ASSIGNMENT: Line by line, restate the listing below without any change.

DATA:
════════
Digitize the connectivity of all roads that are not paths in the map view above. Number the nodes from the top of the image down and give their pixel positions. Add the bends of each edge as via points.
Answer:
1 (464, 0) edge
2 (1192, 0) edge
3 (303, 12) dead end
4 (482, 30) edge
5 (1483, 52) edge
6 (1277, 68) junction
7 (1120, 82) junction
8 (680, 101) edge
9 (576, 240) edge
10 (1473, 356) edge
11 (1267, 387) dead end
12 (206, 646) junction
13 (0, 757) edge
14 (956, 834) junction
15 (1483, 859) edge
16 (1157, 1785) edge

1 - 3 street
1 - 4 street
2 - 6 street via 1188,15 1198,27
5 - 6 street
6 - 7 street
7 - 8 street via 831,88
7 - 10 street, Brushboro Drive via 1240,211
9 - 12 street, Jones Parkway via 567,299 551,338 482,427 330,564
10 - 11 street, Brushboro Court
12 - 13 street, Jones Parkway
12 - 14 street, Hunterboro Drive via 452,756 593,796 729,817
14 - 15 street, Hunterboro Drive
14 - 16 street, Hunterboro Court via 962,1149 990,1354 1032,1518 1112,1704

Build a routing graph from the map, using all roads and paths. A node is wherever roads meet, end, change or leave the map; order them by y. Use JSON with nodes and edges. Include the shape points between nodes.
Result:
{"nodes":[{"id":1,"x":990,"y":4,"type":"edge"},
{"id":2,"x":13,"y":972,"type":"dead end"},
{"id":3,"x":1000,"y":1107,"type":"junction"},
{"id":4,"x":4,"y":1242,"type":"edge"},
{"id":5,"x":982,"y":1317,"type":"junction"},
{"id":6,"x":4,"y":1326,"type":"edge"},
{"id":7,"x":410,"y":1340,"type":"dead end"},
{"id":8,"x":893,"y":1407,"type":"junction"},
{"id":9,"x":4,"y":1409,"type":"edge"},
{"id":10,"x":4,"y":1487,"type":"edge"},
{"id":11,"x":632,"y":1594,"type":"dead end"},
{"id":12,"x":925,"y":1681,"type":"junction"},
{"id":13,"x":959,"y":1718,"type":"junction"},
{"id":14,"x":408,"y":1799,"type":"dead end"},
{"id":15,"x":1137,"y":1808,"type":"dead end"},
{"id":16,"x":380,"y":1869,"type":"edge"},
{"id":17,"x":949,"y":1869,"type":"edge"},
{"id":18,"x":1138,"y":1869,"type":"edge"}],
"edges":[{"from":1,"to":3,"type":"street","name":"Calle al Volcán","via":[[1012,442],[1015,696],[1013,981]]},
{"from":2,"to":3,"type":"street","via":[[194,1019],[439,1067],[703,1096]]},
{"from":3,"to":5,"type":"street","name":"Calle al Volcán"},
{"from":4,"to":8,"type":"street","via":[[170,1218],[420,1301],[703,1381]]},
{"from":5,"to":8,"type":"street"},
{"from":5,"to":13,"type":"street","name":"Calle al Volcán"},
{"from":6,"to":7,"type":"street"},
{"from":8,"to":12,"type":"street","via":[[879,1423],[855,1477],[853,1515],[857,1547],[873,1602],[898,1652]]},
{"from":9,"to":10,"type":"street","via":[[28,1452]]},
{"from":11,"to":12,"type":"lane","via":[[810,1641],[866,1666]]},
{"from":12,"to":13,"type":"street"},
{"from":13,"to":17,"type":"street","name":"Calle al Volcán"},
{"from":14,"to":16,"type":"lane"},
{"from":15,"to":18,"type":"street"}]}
════════
SOLUTION BELOW:
Digitize the connectivity of all roads that are not paths in the map view above. Number the nodes from the top of the image down and give their pixel positions. Add the bends of each edge as via points.
Answer:
1 (464, 0) edge
2 (1192, 0) edge
3 (303, 12) dead end
4 (482, 30) edge
5 (1483, 52) edge
6 (1277, 68) junction
7 (1120, 82) junction
8 (680, 101) edge
9 (576, 240) edge
10 (1473, 356) edge
11 (1267, 387) dead end
12 (206, 646) junction
13 (0, 757) edge
14 (956, 834) junction
15 (1483, 859) edge
16 (1157, 1785) edge

1 - 3 street
1 - 4 street
2 - 6 street via 1188,15 1198,27
5 - 6 street
6 - 7 street
7 - 8 street via 831,88
7 - 10 street, Brushboro Drive via 1240,211
9 - 12 street, Jones Parkway via 567,299 551,338 482,427 330,564
10 - 11 street, Brushboro Court
12 - 13 street, Jones Parkway
12 - 14 street, Hunterboro Drive via 452,756 593,796 729,817
14 - 15 street, Hunterboro Drive
14 - 16 street, Hunterboro Court via 962,1149 990,1354 1032,1518 1112,1704

Build a routing graph from the map, using all roads and paths. A node is wherever roads meet, end, change or leave the map; order them by y. Use JSON with nodes and edges. Include the shape points between nodes.
Result:
{"nodes":[{"id":1,"x":990,"y":4,"type":"edge"},
{"id":2,"x":13,"y":972,"type":"dead end"},
{"id":3,"x":1000,"y":1107,"type":"junction"},
{"id":4,"x":4,"y":1242,"type":"edge"},
{"id":5,"x":982,"y":1317,"type":"junction"},
{"id":6,"x":4,"y":1326,"type":"edge"},
{"id":7,"x":410,"y":1340,"type":"dead end"},
{"id":8,"x":893,"y":1407,"type":"junction"},
{"id":9,"x":4,"y":1409,"type":"edge"},
{"id":10,"x":4,"y":1487,"type":"edge"},
{"id":11,"x":632,"y":1594,"type":"dead end"},
{"id":12,"x":925,"y":1681,"type":"junction"},
{"id":13,"x":959,"y":1718,"type":"junction"},
{"id":14,"x":408,"y":1799,"type":"dead end"},
{"id":15,"x":1137,"y":1808,"type":"dead end"},
{"id":16,"x":380,"y":1869,"type":"edge"},
{"id":17,"x":949,"y":1869,"type":"edge"},
{"id":18,"x":1138,"y":1869,"type":"edge"}],
"edges":[{"from":1,"to":3,"type":"street","name":"Calle al Volcán","via":[[1012,442],[1015,696],[1013,981]]},
{"from":2,"to":3,"type":"street","via":[[194,1019],[439,1067],[703,1096]]},
{"from":3,"to":5,"type":"street","name":"Calle al Volcán"},
{"from":4,"to":8,"type":"street","via":[[170,1218],[420,1301],[703,1381]]},
{"from":5,"to":8,"type":"street"},
{"from":5,"to":13,"type":"street","name":"Calle al Volcán"},
{"from":6,"to":7,"type":"street"},
{"from":8,"to":12,"type":"street","via":[[879,1423],[855,1477],[853,1515],[857,1547],[873,1602],[898,1652]]},
{"from":9,"to":10,"type":"street","via":[[28,1452]]},
{"from":11,"to":12,"type":"lane","via":[[810,1641],[866,1666]]},
{"from":12,"to":13,"type":"street"},
{"from":13,"to":17,"type":"street","name":"Calle al Volcán"},
{"from":14,"to":16,"type":"lane"},
{"from":15,"to":18,"type":"street"}]}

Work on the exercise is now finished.